Besides the hackathon, the program will include a lunch lecture by Team Energy, various workshops on such topics as vegan cooking, composting and bike repairing, a lecture about sustainable banking by Triodos Bank, a documentary, a philosophical discussion, a circular furniture expo, and other activities. “There is just a lot of variety. I think everyone will be able to find something that they are interested in,” Kähari says.

There will be a lot going on in different buildings across the entire campus. “Not just in Atlas. Activities will also take place in Neuron, Vertigo, and the Zwarte Doos,” she sums up. “It’s quite a bit bigger than previous years and more collaborative in order to attract a wider range of students,” says Jia Ming Ong, an Electrical Engineering student and GO Green Office Strategic Manager.


This year, CEO of Vinted and TU/e alumnus Thomas Plantenga will be opening the Green Week with his keynote speech about sustainability in the clothing industry. “Thomas will deliver the keynote online from Lithuania as the company is situated there,” Kähari says. “And there will be a Q&A session as well, so students can ask him about any experiences he had with Vinted and TU/e.”

The organizers tried to find someone the students would be really interested in listening to. “The students I've talked to are all very involved with Vinted, using it on a daily basis,” she says. According to her, it’s a good example of how recycling can naturally be integrated into our way of living. That way, it becomes something normal to do. “At the Green Office, it's our purpose to implement these more sustainable practices in our daily lives.”

Mental well-being

After last year's success, organizers came up with another workshop on climate anxiety this year. “This is especially for students who have been involved in sustainability for some time and are feeling a little anxious about how to deal with this big issue of climate change,” she explains.

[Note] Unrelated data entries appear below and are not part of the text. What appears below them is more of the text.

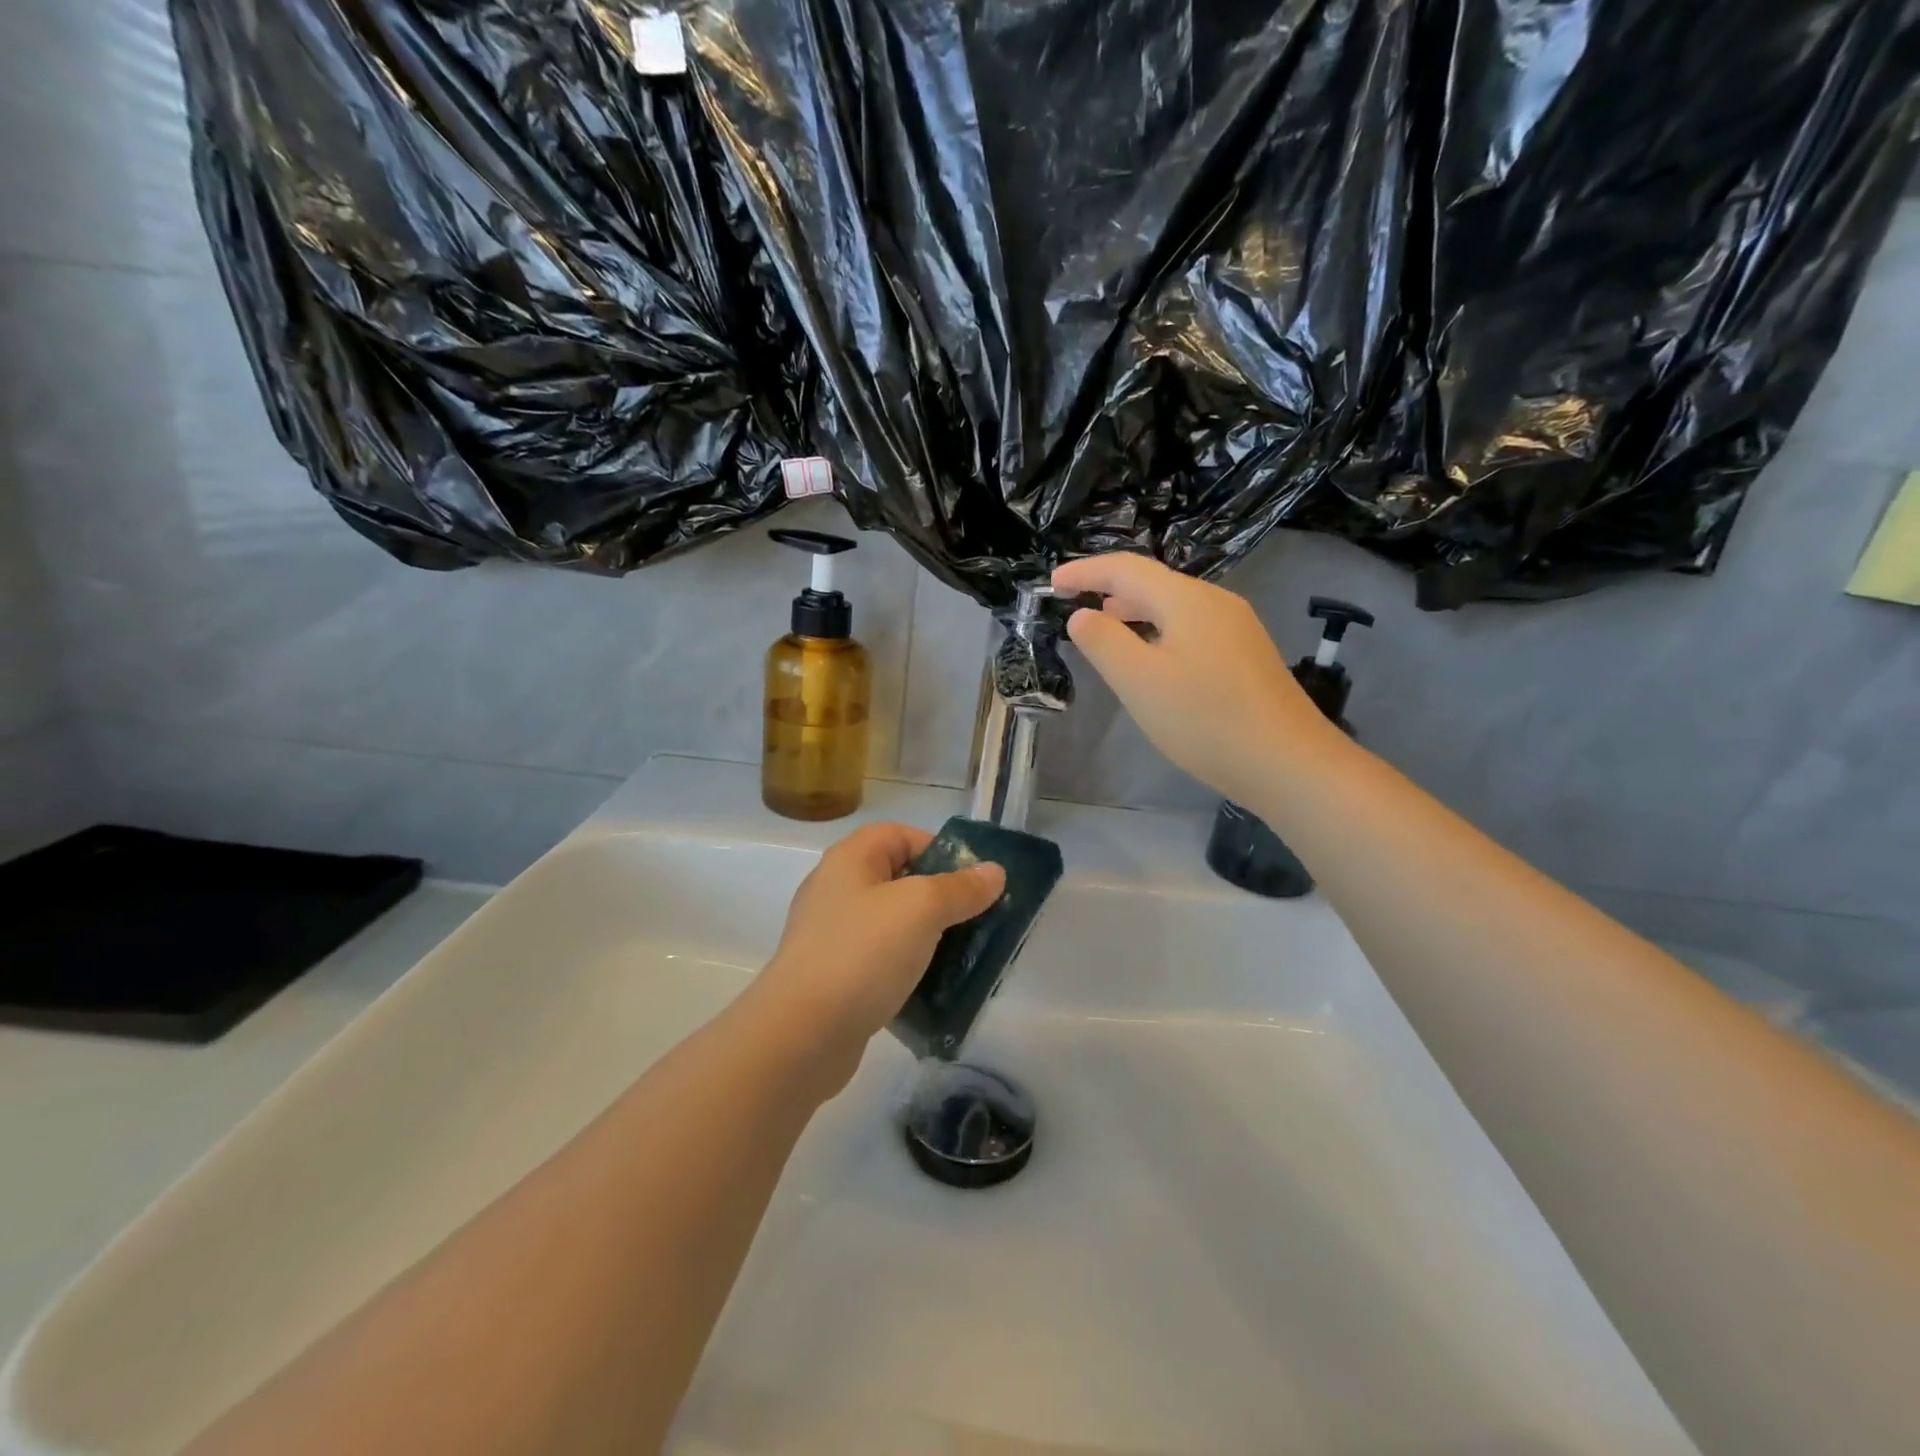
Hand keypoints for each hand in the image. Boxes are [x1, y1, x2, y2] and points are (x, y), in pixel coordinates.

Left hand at [751, 823, 1004, 1090]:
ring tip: (962, 957)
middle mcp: (836, 890)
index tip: (972, 881)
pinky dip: (907, 969)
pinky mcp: (834, 977)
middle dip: (941, 898)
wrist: (801, 1034)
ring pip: (892, 924)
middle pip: (899, 879)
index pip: (899, 835)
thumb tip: (994, 872)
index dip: (938, 848)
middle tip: (976, 921)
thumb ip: (961, 888)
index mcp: (850, 860)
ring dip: (928, 937)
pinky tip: (932, 989)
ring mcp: (832, 936)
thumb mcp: (921, 909)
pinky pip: (880, 961)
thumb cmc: (863, 953)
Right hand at [1052, 553, 1334, 807]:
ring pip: (1174, 607)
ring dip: (1134, 611)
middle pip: (1153, 583)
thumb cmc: (1205, 721)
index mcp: (1187, 600)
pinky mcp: (1246, 656)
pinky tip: (1152, 658)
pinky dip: (1158, 631)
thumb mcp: (1139, 681)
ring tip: (1105, 626)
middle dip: (1109, 588)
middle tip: (1073, 604)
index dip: (1085, 572)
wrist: (1288, 763)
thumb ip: (1104, 642)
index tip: (1051, 584)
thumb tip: (1083, 614)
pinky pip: (1191, 628)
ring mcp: (1236, 629)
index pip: (1126, 569)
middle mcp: (1216, 603)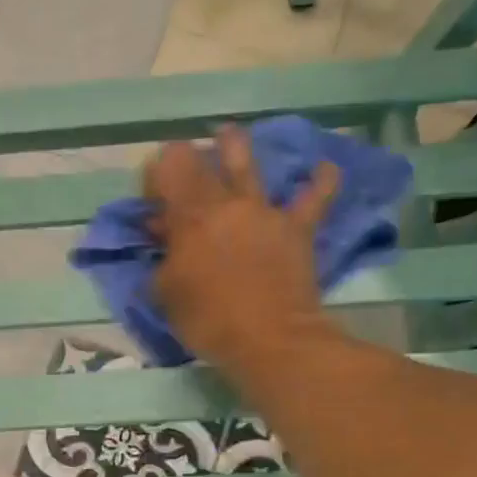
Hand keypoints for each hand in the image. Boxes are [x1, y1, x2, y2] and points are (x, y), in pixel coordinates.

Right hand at [145, 125, 338, 372]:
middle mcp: (225, 203)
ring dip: (235, 145)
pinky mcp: (297, 228)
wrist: (269, 340)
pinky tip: (325, 168)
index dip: (155, 175)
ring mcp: (264, 212)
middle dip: (186, 159)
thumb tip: (162, 236)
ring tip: (228, 135)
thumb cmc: (209, 321)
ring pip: (248, 163)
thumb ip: (161, 259)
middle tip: (183, 171)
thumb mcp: (166, 295)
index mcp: (188, 217)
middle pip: (201, 159)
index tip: (151, 199)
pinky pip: (315, 198)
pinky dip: (320, 182)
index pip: (165, 168)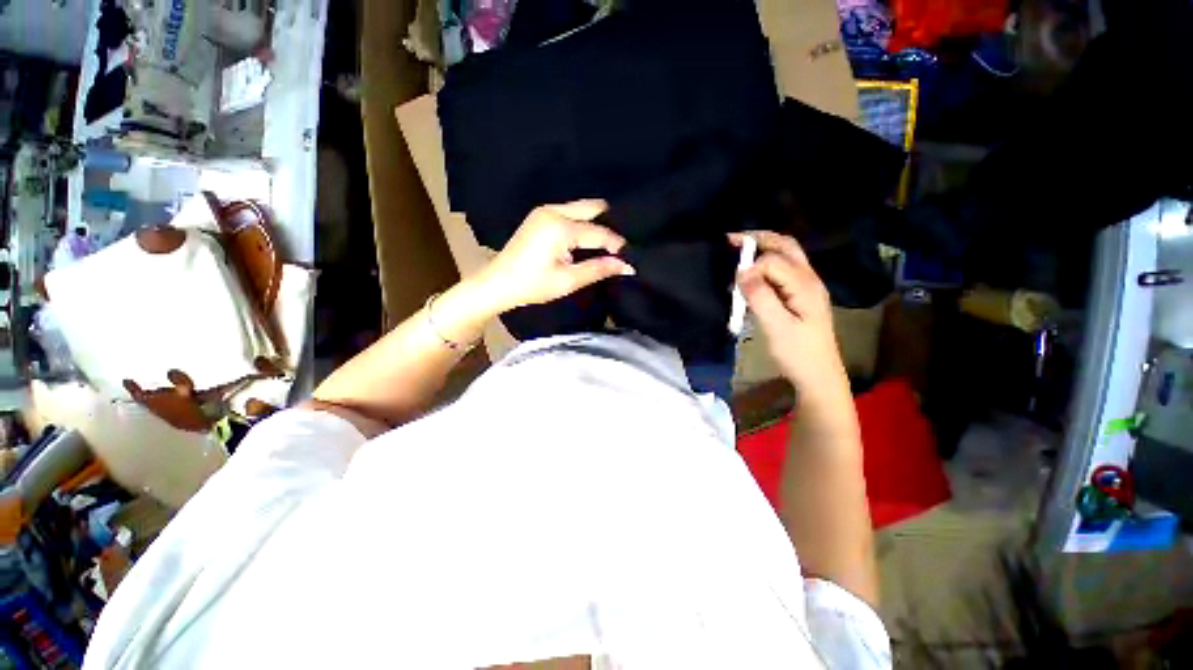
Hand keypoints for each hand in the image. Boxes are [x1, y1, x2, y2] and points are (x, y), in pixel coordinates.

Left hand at [473, 200, 634, 313]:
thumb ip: (599, 269)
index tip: (631, 257)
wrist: (498, 283)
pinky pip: (570, 212)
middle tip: (620, 245)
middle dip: (610, 224)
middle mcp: (553, 210)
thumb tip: (627, 266)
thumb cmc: (532, 285)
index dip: (617, 245)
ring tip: (607, 244)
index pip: (599, 232)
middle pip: (593, 207)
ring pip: (582, 208)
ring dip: (596, 222)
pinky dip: (583, 222)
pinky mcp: (540, 215)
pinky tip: (588, 239)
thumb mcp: (568, 280)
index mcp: (560, 227)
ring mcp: (545, 210)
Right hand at [731, 231, 846, 394]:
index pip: (773, 261)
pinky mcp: (801, 296)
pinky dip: (765, 265)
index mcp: (805, 285)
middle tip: (731, 241)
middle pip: (785, 246)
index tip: (734, 285)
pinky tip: (752, 276)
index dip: (751, 268)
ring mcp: (807, 287)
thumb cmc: (797, 354)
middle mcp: (809, 279)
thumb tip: (742, 271)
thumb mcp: (776, 327)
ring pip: (786, 256)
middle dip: (758, 239)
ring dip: (762, 250)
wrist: (818, 375)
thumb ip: (760, 297)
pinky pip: (783, 270)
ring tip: (738, 253)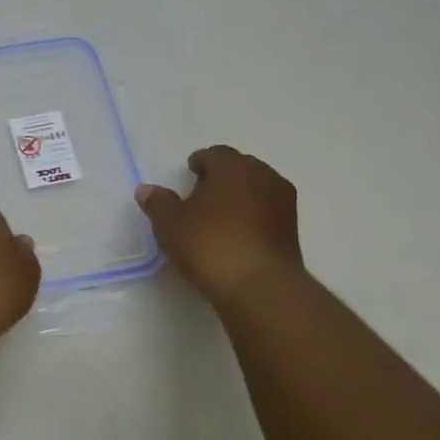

“This workshop helps you come to terms with it and also gives you concrete pointers on how to make changes yourself without being too stressed.” Mental well-being is also something GO Green Office stands for. “After all, this goes hand in hand with sustainability. And if you worry a lot about climate change, that's not good for your health.”

Practical approach

This year, the program is more focused on practical things, like the clothing repair café and bike repair workshop. “These will help you prolong the life of the objects you own, which is exactly what sustainability is about,” Kähari says. With this more practical and technical approach, the organizers wanted to make sure the program would align well with students’ interests and needs.

“We don’t want to lecture them about sustainability for a whole week. We just try to showcase to students how sustainability can become a natural part of their lives and to give them something they can use right away.”

Although the students are the main target group, the staff can also take part in all of the activities on campus. There will even be a number of staff-only events, including a networking lunch on sustainability. According to the organizers, the program is low-threshold and suitable for everyone. “If you are thinking about joining the Green Week, you don't have to be scared about maybe not being very familiar with sustainability. For most of the events, you don't need any prior experience.”

With this year’s edition, which is bigger and far more collaborative and involves a lot more parties, the Green Week is set to become something that can no longer be ignored, the organizers believe. Ong: “You can see how this sustainable mindset is growing and the Green Week is only getting more established.” However, his ultimate dream is quite the opposite. “I guess the goal is for there not to be a Green Week anymore, as this would mean the good practices have become so natural that it’s no longer needed.”